Zhang T, He P, Guo D, Chen K, Hu Z, Zou Y, et al. Immune Stimulation Mechanism of Aluminum Phosphate. Encyclopedia. Available at: https://encyclopedia.pub/entry/46163. Accessed June 24, 2024.
Zhang, Ting, Peng He, Dejia Guo, Kaixi Chen, Zhongyu Hu, Yening Zou, Zou Yining. "Immune Stimulation Mechanism of Aluminum Phosphate" Encyclopedia, https://encyclopedia.pub/entry/46163 (accessed June 24, 2024).
Zhang, T., He, P., Guo, D., Chen, K., Hu, Z., Zou, Y., & Yining, Z. (2023, June 28). Immune Stimulation Mechanism of Aluminum Phosphate. In Encyclopedia. https://encyclopedia.pub/entry/46163
Zhang, Ting, et al. "Immune Stimulation Mechanism of Aluminum Phosphate." Encyclopedia. Web. 28 June, 2023.
Immune Stimulation Mechanism of Aluminum Phosphate
Edit

Aluminum phosphate is a compound of hydroxy-aluminum phosphate, similar to aluminum hydroxide, and the hydroxyl group on its surface can also lose or gain protons under different pH conditions, thus changing the surface charge. Aluminum phosphate can reduce the effective dose for inducing protective immune response against Lactobacillus mexicana of plasmid DNA.
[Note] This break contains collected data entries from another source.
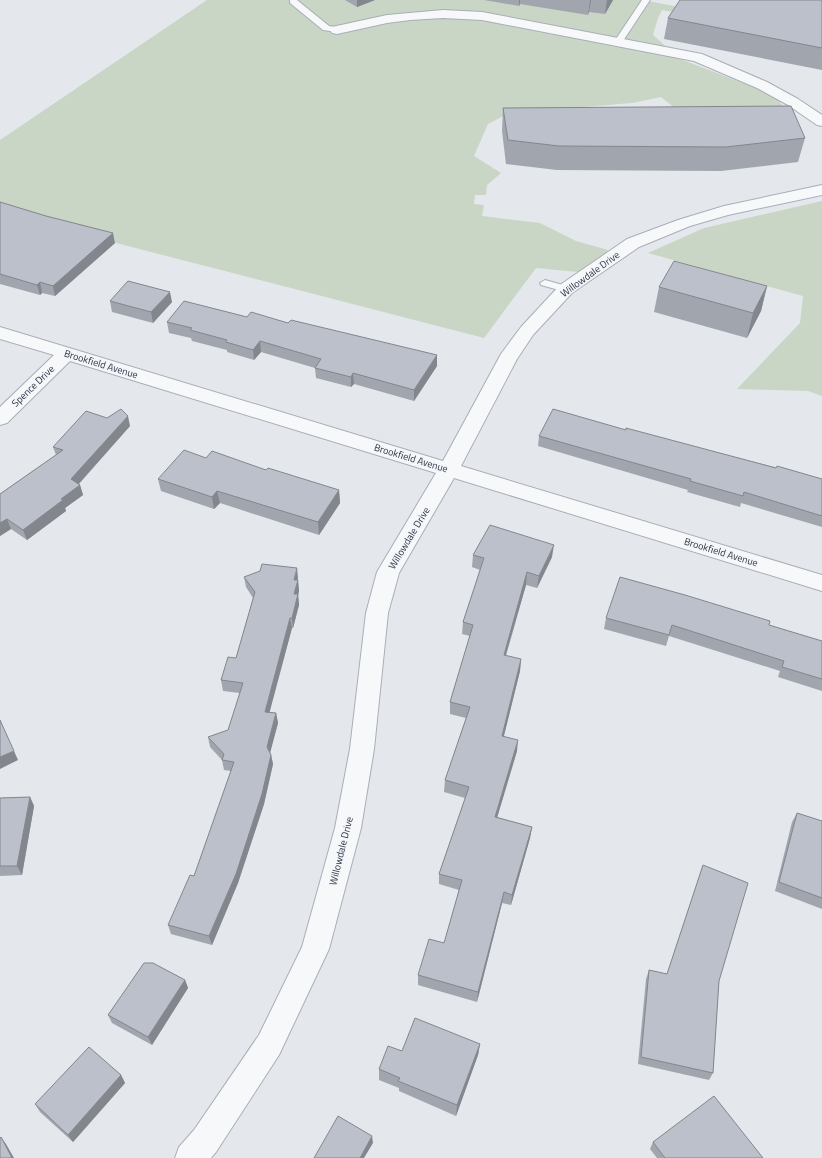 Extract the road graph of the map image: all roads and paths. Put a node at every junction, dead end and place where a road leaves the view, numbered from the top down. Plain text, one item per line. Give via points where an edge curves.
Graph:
1 (646, 0) edge
2 (293, 1) dead end
3 (337, 30) joint
4 (618, 42) junction
5 (817, 118) edge
6 (822, 190) edge
7 (545, 283) dead end
8 (566, 289) junction
9 (0, 333) edge
10 (66, 354) junction
11 (0, 418) edge
12 (449, 470) junction
13 (822, 583) edge
14 (190, 1158) edge

1 - 4 lane
2 - 3 lane via 326,28
3 - 4 street via 387,19 442,14 482,16
4 - 5 street via 697,58 729,69 769,87
6 - 8 street, Willowdale Drive via 724,211 684,223 633,243
7 - 8 lane
8 - 12 street, Willowdale Drive via 527,332 508,358
9 - 10 street, Brookfield Avenue
10 - 11 street, Spence Drive
10 - 12 street, Brookfield Avenue
12 - 13 street, Brookfield Avenue
12 - 14 street, Willowdale Drive via 388,572 377,613 362,749 348,828 314,949 269,1045 205,1141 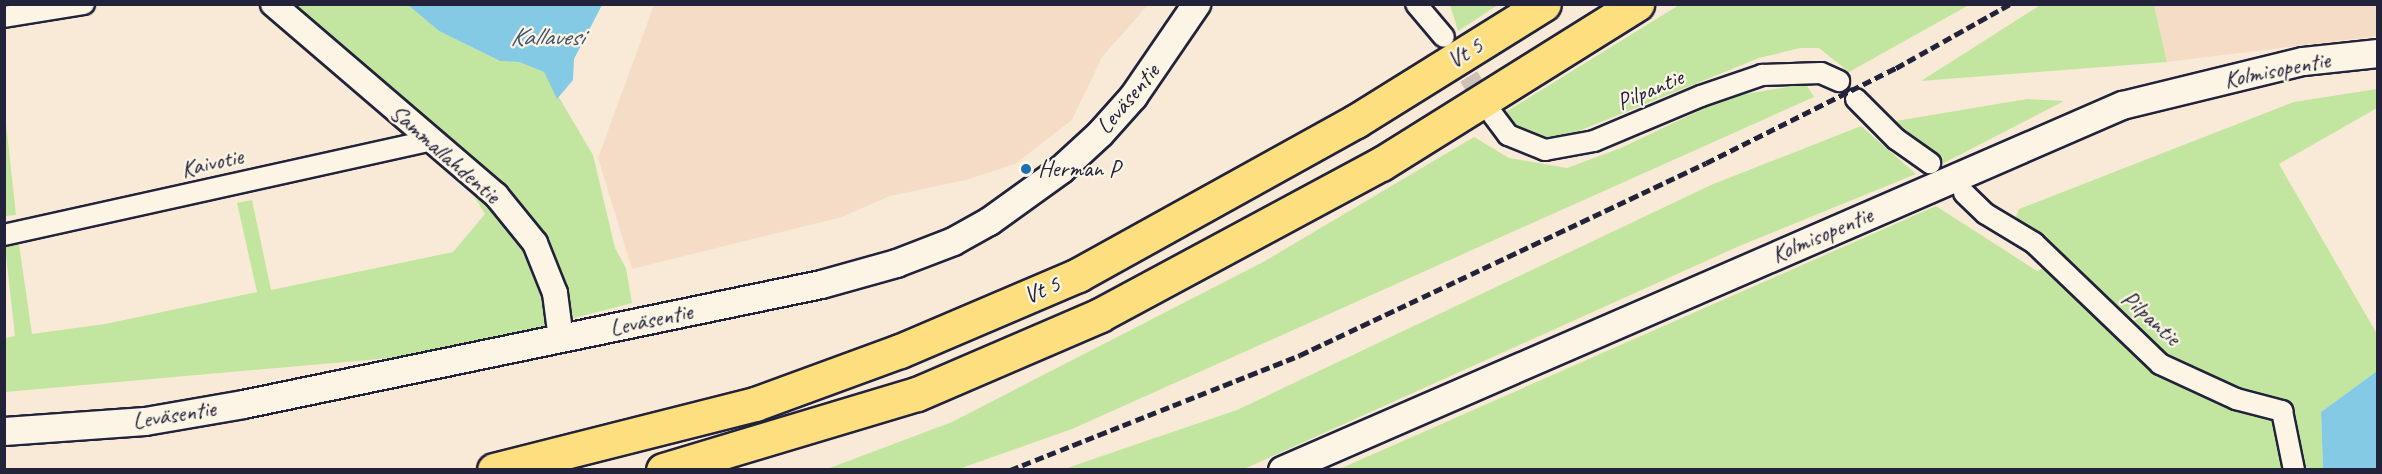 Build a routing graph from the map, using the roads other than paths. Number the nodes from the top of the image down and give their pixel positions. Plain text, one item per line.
1 (84, 4) edge
2 (273, 4) edge
3 (1196, 4) edge
4 (1416, 4) edge
5 (1544, 4) edge
6 (1637, 4) edge
7 (4, 17) edge
8 (1444, 37) tunnel mouth
9 (2378, 53) edge
10 (1839, 81) dead end
11 (1856, 99) dead end
12 (1493, 115) tunnel mouth
13 (431, 140) junction
14 (1930, 163) dead end
15 (1964, 193) dead end
16 (4, 235) edge
17 (561, 339) junction
18 (4, 431) edge
19 (494, 470) edge
20 (663, 470) edge
21 (1282, 470) edge
22 (2294, 470) edge

1 - 7 street
2 - 13 street, Sammallahdentie
3 - 17 main road, Leväsentie
4 - 8 street
5 - 19 highway, Vt 5
6 - 20 highway, Vt 5
9 - 21 main road, Kolmisopentie
10 - 12 street, Pilpantie
11 - 14 street
13 - 16 street, Kaivotie
13 - 17 street, Sammallahdentie
15 - 22 street, Pilpantie
17 - 18 main road, Leväsentie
aluminum phosphate adjuvants immune stimulation mechanism

1. Depot Effect

In most cases, the antigens used in vaccine products are weak in immunogenicity, which can be enhanced by binding to adjuvants. After adsorption, the antigen accumulates on the surface of and inside the adjuvant particles, helping the antigen maintain its physical and chemical properties [1]. A huge number of studies have indicated that antigens can be combined with adjuvants and released slowly at the injection site to continuously stimulate the immune system and enhance immune response, which is called the depot effect. Harrison first demonstrated the existence of the depot effect by inoculating aluminium-containing nodules from one guinea pig into another guinea pig [2]. Taking AP for example, the antigen is mixed with aluminum phosphate into a gel state. When the mixture is injected into the body, it creates a kind of “reservoir” in the body. These insoluble gel particles adsorb and disperse the antigenic components, increasing the surface area of the antigen and forming a granuloma at the injection site. Antigens in the granuloma will slowly penetrate into the body and preserve the antigens that can only stay at the injection site temporarily for several weeks, so that the antigens will not be cleared by the liver in a short time and can achieve the purpose of long-term stimulating the immune system [3]. The depot effect at the vaccine injection site has long been considered one of the main action mechanisms of immune adjuvants. The depot effect is influenced by the physical properties of aluminum-containing adjuvants (surface area, charge, and morphologic structure). For example, a larger surface area may enhance antigen adsorption, promote antigen storage, and facilitate antigen presentation to antigen-presenting cells (APCs). Ultimately, the immune response is enhanced [4]. Antigens that are bound to aluminum-containing adjuvants are not only beneficial for presenting to antigen-presenting cells, but can also slowly release into tissues along with the decomposition of aluminum-containing adjuvants, leading to the delay of antigens consumption and their stimulation time to the immune system can also be prolonged. In addition, the prolonged interaction interval between antigens and presenting cells also enhances the induced immune response [5].
The depot effect is an important mechanism by which adjuvants play their role, but the depot effect alone cannot fully explain the mechanism by which aluminum-containing adjuvants enhance immune stimulation. Some studies have found that the depot is not a necessary condition for the function of an aluminum adjuvant: for example, Holt et al. [6] found that when diphtheria toxin was absorbed on an aluminum adjuvant and injected into guinea pigs, even if the inoculated tissue was removed seven days after inoculation, the effect caused by vaccination still existed. Hutchison et al. [7] found that removal of the inoculation site two hours after inoculation of the antigen–aluminum adjuvant mixture had no effect on the specific antibodies and T cell response produced by the body. In addition, Gupta et al. mixed C14-labeled tetanus toxoid with aluminum adjuvant for injection, and found that the antigen was not “stored”, but immediately released by monitoring the trace of C14 [8]. These results indicate that although the depot effect is one of the important mechanisms of immune adjuvants, it is not a necessary mechanism for all adjuvants to function. However, in the case of the antigen depot effect, further studies are required to validate its significance.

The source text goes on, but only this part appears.